When you telnet, normally user id is used. However when rsh or rlogin,
user number is used.

----------------------

Side question: How come I can never reply by mail to addresses like
johnk@locus.com or somebody@somehost.awdpa.ibm.com ? They all bounced back
with host unknown error.

-- 
-----------------------------------------------------------------------------
Kai S. Ng                     Informatics, National Research Council Canada
INTERNET ng@cfd.di.nrc.ca     M-60 Montreal Road, Ottawa, Canada    K1A 0R6
BITNET   kain@nrcvm01.bitnet  VOICE (613) 993-0240       FAX (613) 954-2561

shore@theory.tn.cornell.edu (Melinda Shore) (04/16/91)
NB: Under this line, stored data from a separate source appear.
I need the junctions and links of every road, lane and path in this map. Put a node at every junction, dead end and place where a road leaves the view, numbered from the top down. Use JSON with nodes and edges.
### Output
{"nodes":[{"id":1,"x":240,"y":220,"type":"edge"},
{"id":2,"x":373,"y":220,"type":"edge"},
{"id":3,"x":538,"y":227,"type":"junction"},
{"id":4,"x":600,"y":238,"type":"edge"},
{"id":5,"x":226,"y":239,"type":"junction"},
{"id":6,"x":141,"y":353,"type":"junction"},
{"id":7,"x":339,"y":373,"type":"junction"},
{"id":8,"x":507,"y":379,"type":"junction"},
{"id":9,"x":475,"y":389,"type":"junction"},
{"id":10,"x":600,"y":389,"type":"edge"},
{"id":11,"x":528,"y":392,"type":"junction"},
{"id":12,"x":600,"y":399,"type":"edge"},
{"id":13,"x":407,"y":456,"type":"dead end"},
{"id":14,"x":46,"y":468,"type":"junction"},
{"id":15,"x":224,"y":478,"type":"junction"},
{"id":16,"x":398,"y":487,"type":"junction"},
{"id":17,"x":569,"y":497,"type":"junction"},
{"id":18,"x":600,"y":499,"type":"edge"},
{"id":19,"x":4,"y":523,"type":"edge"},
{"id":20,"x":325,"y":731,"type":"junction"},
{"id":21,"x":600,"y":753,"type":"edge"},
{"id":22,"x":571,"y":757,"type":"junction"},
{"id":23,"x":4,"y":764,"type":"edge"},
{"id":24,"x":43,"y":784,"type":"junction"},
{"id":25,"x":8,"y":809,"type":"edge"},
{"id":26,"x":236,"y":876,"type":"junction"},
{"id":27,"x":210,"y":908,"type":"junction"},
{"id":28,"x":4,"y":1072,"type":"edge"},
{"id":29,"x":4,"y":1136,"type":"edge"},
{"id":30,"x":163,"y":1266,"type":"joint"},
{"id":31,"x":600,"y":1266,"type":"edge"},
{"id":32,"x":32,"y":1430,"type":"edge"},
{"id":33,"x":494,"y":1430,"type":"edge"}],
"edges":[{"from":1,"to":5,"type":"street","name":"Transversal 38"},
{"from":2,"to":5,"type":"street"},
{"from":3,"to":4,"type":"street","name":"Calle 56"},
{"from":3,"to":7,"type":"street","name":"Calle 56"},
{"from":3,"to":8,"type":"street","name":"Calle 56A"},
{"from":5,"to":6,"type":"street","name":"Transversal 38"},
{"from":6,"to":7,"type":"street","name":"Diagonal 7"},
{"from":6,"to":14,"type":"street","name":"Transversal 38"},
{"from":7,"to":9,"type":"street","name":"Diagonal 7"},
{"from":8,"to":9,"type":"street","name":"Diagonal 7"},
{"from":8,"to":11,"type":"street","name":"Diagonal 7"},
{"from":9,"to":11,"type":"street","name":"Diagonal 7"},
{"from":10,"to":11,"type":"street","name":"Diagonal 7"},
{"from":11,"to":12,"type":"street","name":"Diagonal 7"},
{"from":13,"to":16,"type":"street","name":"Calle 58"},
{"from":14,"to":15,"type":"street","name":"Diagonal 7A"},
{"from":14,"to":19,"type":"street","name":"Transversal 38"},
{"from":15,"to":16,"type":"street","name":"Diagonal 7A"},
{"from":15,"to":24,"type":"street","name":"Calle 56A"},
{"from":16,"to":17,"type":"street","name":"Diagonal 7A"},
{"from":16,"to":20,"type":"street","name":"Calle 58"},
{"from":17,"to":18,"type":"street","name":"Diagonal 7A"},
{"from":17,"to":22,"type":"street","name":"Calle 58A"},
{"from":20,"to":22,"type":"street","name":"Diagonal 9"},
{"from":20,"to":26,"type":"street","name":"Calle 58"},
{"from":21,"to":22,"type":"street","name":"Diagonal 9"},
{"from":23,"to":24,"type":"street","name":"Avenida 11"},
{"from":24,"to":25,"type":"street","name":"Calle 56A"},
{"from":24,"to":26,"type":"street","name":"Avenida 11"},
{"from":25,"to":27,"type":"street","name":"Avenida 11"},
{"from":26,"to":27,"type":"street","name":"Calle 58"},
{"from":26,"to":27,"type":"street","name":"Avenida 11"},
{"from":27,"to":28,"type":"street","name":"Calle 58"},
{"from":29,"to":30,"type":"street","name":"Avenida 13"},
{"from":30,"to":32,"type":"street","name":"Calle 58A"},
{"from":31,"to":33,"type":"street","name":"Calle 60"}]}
In article <1991Apr15.185835.7025@nrcnet0.nrc.ca> ng@cfd.di.nrc.ca writes:
>When you telnet, normally user id is used. However when rsh or rlogin,
>user number is used.

Nope.  The login name is used by both rsh and rlogin.  Telnet uses
neither (i.e. it's not part of the protocol) - it just provides a 
connection.

>Side question: How come I can never reply by mail to addresses like
>johnk@locus.com or somebody@somehost.awdpa.ibm.com ? They all bounced back
>with host unknown error.

You're probably not running a sendmail that understands mx records.  If
you are (sendmail 5.61 and later), then your sendmail.cf file probably
isn't configured correctly.  If it is correct, then you probably aren't 
using the domain name service.  If you are using dns, then it probably 
isn't set up correctly.  
-- 
                    Software longa, hardware brevis
Melinda Shore - Cornell Information Technologies - shore@theory.tn.cornell.edu

freese@dalvm41b.vnet.ibm.com ("Bradley T. Freese") (05/15/91)

johnk@locus.com (John Kim) writes:

> When I tried to invoke rsh on a machine in different network,
> I got error message "Permission Denied".
> There are .rhosts files in local and remote machines and
> entries are correct.  Also I can telnet to the remote machine with
> no problem.  Why can't I do rsh on the remote machine?
> This problem is not mentioned in the documention.
>
> Any clue?

The classic pitfalls in doing 'rsh', 'rcp', 'rlogin', and remote
printing all arise from bad hostname resolution.  In particular, the
worst culprit is reverse name resolution.  To check this, do the
following on *each* host:

1) For *every* other host, do "host <otherhost>".  You should get back
something like

    otherhost.domain.domain.domain is 99.99.99.99 ....

2) For *every* other host, do "host <otheraddress>", where <otheraddress>
is the address of the host.  You should get the same response as in 1).
If you don't (like "address 99.99.99.99 NOT FOUND"), your reverse name
resolution is not working.

Without working resolution, the r* daemons cannot identify the host
requesting the service, so it will deny permission.